** Task item **
In the data that follows, how many lines contain the word "paths"? Give only that number.

────

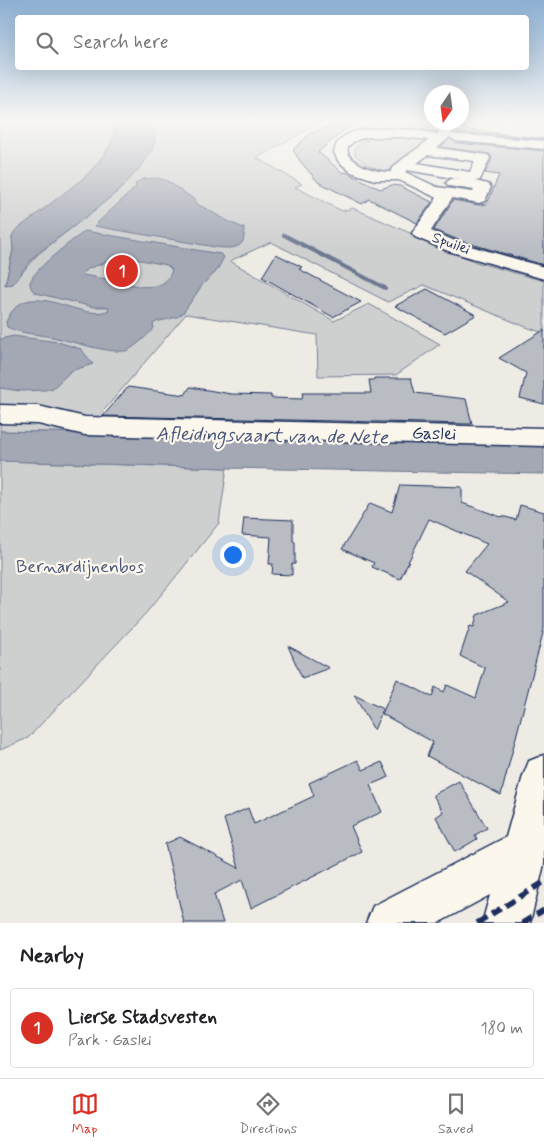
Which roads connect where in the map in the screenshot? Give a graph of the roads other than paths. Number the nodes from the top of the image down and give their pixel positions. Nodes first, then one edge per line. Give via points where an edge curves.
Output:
1 (351, 164) edge
2 (411, 164) edge
3 (412, 164) edge
4 (413, 164) edge
5 (480, 164) edge
6 (478, 167) dead end
7 (436, 191) junction
8 (544, 273) edge
9 (0, 414) edge
10 (544, 437) edge
11 (544, 776) edge
12 (525, 851) junction
13 (390, 923) edge
14 (506, 923) edge

1 - 2 street via 385,178 393,178
3 - 7 street via 413,176 483,187 479,198
4 - 7 street
5 - 6 street
7 - 8 street, Spuilei via 445,196 444,200 420,233
9 - 10 street, Gaslei via 38,416 85,426
11 - 12 street
12 - 13 street
12 - 14 street

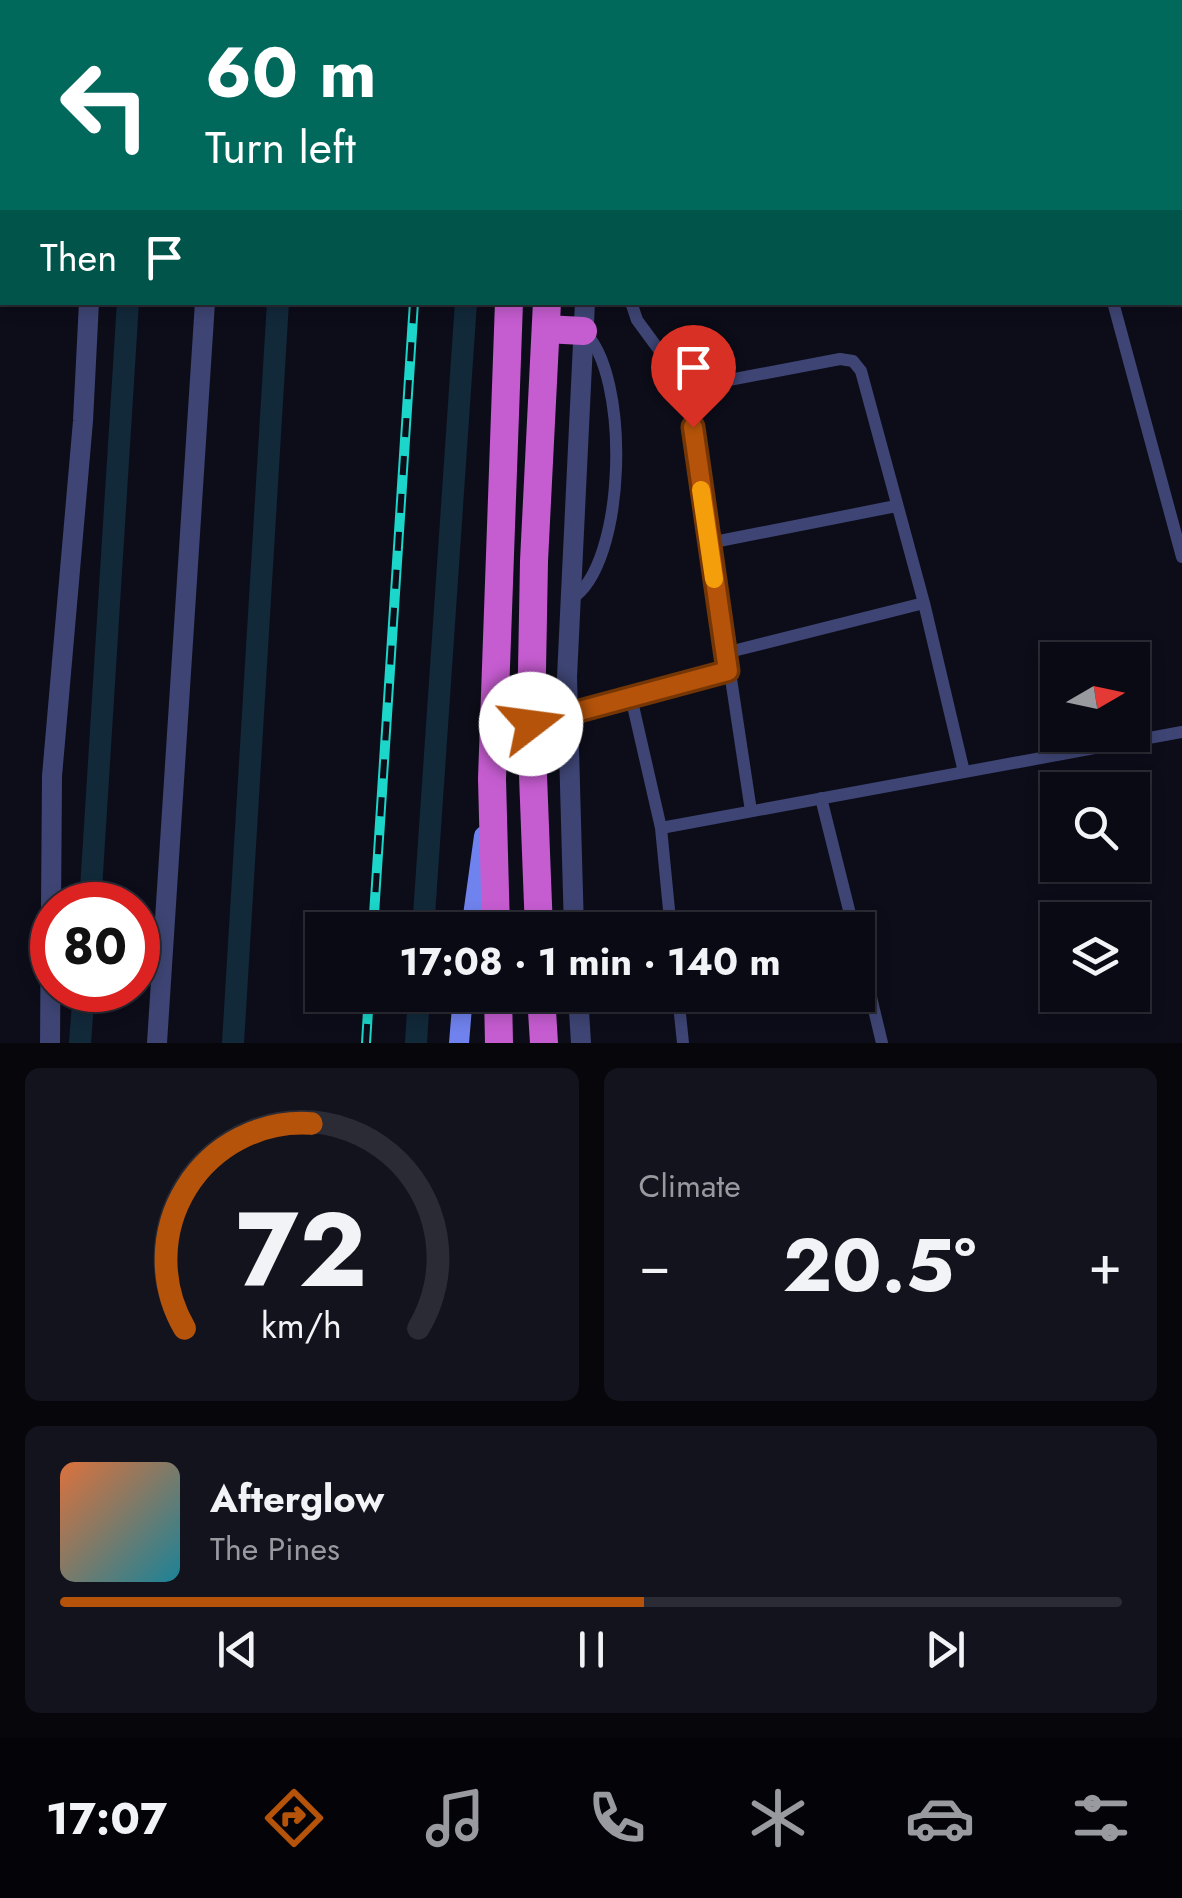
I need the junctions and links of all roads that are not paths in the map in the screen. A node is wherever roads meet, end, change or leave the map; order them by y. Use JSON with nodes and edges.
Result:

────

** Exercise output **
2